An agreement has been reached between Vision Financial Markets and the trustee for Peregrine Financial Group, pending court approval, that will bulk transfer up to $123 million that was part of the trustee’s planned interim distribution to Vision along with customer accounts qualifying for that distribution.
Vision has agreed to pay the trustee $325,000 for the bulk transfer according to a statement on the trustee’s web site. The trustee will submit a proposed order to the Bankruptcy Court on Oct. 5, to authorize the bulk transfer.
The agreement will expedite the distribution of $123 million in customer funds including the distribution to large account holders, more than $50,000, who were not slated to get funds until a second distribution.
On Sept. 20 a federal bankruptcy judge approved a distribution plan from PFG Trustee Ira Bodenstein with the first wave of funds going to customers with accounts totaling less $50,000, on or before Oct. 8, and with the second distribution on or before Oct. 29.
Vision President and CEO Howard Rothman says he expects the transfer of accounts and funds to happen within 10 days of court approval.
According to the trustee’s statement, “Following the bulk transfer, Vision will hold the interim distribution amount in separate segregated or secured amount accounts for 60 days during which time any holder of a covered futures account may request that Vision either return the funds, begin trading the funds at Vision or transfer the funds to another futures commission merchant.”
The distribution covers approximately 30% of the value of the 4d customer segregated accounts and 40% of the 30.7 customer secured accounts.

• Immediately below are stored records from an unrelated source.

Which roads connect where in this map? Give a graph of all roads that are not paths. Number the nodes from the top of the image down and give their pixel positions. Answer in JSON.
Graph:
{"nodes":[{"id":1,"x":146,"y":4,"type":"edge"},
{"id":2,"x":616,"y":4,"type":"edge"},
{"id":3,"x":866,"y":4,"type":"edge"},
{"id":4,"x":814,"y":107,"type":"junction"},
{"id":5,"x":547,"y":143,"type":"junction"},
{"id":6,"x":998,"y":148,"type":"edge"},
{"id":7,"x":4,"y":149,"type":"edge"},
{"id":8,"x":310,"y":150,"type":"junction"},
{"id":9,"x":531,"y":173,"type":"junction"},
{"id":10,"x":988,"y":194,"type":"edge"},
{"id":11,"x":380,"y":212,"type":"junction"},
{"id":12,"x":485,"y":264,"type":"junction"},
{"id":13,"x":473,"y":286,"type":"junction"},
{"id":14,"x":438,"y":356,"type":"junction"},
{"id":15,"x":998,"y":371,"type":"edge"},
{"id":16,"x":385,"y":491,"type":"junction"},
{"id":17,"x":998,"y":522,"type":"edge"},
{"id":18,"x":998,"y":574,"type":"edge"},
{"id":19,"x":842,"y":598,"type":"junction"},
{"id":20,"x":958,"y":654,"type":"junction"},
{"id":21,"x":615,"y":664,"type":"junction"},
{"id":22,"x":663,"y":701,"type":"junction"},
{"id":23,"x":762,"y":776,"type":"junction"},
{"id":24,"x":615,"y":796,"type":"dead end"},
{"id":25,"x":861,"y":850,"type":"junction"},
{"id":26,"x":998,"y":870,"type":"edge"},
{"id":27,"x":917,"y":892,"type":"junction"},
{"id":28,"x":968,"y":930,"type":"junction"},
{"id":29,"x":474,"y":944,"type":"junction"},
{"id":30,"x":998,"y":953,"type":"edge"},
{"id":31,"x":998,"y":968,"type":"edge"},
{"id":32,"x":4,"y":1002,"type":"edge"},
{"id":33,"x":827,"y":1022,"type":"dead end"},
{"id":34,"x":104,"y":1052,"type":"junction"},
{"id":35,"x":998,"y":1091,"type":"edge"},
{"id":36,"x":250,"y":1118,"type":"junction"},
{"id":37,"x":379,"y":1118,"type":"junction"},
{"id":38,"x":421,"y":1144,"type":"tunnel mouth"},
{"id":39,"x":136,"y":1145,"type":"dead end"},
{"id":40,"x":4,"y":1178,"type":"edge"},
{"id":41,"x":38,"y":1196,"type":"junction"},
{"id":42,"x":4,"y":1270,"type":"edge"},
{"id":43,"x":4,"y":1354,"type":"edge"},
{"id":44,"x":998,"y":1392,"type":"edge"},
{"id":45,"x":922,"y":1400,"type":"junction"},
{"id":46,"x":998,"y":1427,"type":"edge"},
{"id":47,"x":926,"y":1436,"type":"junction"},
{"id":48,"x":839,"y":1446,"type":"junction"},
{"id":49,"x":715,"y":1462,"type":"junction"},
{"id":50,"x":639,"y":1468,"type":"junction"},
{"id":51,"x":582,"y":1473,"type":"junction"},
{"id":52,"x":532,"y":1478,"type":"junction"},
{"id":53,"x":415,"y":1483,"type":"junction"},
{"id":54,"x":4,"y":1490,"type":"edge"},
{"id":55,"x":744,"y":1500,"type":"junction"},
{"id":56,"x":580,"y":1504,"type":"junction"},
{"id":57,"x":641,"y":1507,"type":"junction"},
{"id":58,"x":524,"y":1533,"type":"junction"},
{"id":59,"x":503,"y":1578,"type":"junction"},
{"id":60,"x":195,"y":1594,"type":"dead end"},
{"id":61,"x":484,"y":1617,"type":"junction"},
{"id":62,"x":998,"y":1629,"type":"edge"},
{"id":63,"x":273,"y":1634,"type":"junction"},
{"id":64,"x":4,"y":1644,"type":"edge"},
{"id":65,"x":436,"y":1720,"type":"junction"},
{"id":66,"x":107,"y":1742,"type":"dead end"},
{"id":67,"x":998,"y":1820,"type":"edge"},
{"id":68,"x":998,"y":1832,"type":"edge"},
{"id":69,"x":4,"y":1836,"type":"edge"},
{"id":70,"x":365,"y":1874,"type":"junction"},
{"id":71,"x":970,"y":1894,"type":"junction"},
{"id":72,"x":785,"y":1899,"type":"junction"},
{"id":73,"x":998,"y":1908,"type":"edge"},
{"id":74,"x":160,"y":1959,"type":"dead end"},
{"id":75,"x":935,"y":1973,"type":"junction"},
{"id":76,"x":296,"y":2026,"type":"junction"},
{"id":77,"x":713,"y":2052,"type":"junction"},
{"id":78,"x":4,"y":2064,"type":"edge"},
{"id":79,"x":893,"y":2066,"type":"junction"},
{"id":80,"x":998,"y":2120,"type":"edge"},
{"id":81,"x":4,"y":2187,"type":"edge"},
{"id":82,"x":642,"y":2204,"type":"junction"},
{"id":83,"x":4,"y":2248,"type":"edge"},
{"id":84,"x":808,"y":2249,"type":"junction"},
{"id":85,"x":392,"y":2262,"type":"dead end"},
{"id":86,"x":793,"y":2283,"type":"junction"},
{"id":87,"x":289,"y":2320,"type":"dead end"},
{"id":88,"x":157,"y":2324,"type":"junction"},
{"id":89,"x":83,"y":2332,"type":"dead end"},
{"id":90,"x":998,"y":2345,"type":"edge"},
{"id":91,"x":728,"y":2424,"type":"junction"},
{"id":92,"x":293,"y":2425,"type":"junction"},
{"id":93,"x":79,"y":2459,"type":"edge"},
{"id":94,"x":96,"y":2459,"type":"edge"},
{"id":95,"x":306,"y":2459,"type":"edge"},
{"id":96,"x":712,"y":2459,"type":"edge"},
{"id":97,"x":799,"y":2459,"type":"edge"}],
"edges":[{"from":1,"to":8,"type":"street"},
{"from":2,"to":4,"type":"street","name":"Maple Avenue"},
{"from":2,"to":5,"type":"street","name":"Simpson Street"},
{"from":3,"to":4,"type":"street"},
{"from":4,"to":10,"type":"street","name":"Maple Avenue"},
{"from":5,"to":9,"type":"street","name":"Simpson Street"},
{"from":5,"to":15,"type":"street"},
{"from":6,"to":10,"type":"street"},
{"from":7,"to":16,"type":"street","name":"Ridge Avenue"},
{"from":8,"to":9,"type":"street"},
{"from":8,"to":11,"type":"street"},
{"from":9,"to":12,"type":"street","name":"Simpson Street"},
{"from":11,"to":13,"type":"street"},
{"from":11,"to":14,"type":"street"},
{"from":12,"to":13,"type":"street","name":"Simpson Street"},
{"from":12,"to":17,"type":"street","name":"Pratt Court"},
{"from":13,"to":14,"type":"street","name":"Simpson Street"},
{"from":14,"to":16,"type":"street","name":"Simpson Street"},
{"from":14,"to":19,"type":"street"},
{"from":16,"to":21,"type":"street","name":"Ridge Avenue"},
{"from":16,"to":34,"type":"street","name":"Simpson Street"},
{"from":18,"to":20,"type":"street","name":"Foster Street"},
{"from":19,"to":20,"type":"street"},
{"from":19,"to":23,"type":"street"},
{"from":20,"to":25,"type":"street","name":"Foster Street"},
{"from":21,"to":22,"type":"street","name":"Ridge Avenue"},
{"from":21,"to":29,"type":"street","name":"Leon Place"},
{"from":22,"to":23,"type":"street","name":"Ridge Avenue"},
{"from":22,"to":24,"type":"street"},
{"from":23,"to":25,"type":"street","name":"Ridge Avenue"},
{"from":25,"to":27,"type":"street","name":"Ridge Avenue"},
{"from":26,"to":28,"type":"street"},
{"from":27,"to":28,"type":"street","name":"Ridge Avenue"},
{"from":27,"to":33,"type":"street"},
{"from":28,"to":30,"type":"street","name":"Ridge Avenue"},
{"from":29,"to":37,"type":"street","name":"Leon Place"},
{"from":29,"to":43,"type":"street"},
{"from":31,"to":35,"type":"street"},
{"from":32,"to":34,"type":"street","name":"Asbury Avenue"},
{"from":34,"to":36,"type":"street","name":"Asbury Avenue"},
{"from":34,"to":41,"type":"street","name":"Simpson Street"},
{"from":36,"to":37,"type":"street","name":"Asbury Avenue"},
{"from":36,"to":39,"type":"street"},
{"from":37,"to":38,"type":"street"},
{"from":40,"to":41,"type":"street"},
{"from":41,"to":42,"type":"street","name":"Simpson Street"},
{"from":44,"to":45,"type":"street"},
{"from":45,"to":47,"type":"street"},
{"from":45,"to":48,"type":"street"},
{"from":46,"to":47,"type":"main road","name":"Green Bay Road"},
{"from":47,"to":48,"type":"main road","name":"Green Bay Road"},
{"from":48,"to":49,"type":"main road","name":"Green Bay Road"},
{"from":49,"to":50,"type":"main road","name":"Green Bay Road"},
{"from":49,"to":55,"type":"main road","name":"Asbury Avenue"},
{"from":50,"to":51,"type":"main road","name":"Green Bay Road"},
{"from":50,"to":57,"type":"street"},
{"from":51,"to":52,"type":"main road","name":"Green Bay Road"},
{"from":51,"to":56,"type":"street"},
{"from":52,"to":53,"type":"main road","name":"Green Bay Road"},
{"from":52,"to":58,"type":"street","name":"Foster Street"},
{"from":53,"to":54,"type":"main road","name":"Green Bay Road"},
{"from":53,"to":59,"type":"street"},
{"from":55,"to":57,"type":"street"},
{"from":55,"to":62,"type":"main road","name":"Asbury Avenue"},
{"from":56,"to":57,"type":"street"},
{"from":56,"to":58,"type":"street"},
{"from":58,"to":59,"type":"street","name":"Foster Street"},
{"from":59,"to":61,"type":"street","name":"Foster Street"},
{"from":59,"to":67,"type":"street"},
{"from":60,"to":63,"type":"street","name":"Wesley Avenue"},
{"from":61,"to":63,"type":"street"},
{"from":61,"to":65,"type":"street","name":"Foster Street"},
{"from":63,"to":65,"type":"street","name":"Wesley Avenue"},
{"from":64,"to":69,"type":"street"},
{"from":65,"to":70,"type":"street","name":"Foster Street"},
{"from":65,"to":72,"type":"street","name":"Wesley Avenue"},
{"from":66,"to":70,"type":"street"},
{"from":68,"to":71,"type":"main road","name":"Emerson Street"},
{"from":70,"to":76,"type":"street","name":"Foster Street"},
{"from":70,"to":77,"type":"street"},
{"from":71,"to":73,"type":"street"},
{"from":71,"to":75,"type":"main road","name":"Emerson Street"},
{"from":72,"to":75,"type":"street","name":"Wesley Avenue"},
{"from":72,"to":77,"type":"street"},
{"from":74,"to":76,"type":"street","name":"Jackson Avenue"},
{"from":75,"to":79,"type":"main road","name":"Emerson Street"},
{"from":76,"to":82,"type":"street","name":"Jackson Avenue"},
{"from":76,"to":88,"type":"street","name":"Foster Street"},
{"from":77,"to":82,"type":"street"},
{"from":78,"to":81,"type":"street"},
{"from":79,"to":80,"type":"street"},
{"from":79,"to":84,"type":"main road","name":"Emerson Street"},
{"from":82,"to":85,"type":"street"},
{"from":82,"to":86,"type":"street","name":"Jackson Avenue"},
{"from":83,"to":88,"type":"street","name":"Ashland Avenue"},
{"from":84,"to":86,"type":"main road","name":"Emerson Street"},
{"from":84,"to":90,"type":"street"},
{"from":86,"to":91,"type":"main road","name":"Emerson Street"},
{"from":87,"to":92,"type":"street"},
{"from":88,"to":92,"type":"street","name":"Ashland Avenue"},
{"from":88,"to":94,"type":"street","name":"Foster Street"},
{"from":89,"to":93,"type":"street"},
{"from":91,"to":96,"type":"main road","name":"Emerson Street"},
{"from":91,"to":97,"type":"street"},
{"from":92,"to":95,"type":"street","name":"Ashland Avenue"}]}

While a distribution had already been approved, pending validation of some accounts by the Commodity Futures Trading Commission (CFTC), the agreement should expedite the transfer and ability of customers to return to normal trading activity according to Rothman. “The surety that this [agreement] provides is a big positive step,” he says.
Rothman points out that Vision has relationships with introducing brokers that represents 30% of the value of the PFG book, which should make the transition easier. “They obviously had prior relationships with customers. It is a large step in the right direction,” Rothman says.
One of those IBs, Index Futures Group President Howard Marella, says,“[Vision] picked up the accounts, saving clients and brokers months of paper work and hassle to get started again. Also got the custodian to release the existing client cash without the mess of check confirmations etc. and saved an unending amount of money that would go to lawyers and such instead of back to the clients.”
Rothman adds that Vision offers many of the same high end order entry platforms utlilzed by PFG customers, which should also help make the transition easier.
However, while some IBs are happy with the transition to Vision, others are not. Some question how the trustee can award accounts to an FCM that was fined $500,000 and barred from entering into guarantee agreements with IBs for two years by the National Futures Association (NFA) in 2011 .
NFA did not object to the transfer to Vision. NFA President and CEO Dan Roth says NFA’s previous action regarding Vision limited their ability to take on additional IBs but does not prohibit them from taking on PFG accounts. Roth added, “Our past actions against Vision did not involve capital or any misuse of customer funds. Given the need to expedite the transfer of remaining customer funds, we did not object.”
One former PFG IB says, "While this may be good for IBs with existing relationships with Vision, it is not better for other IBs."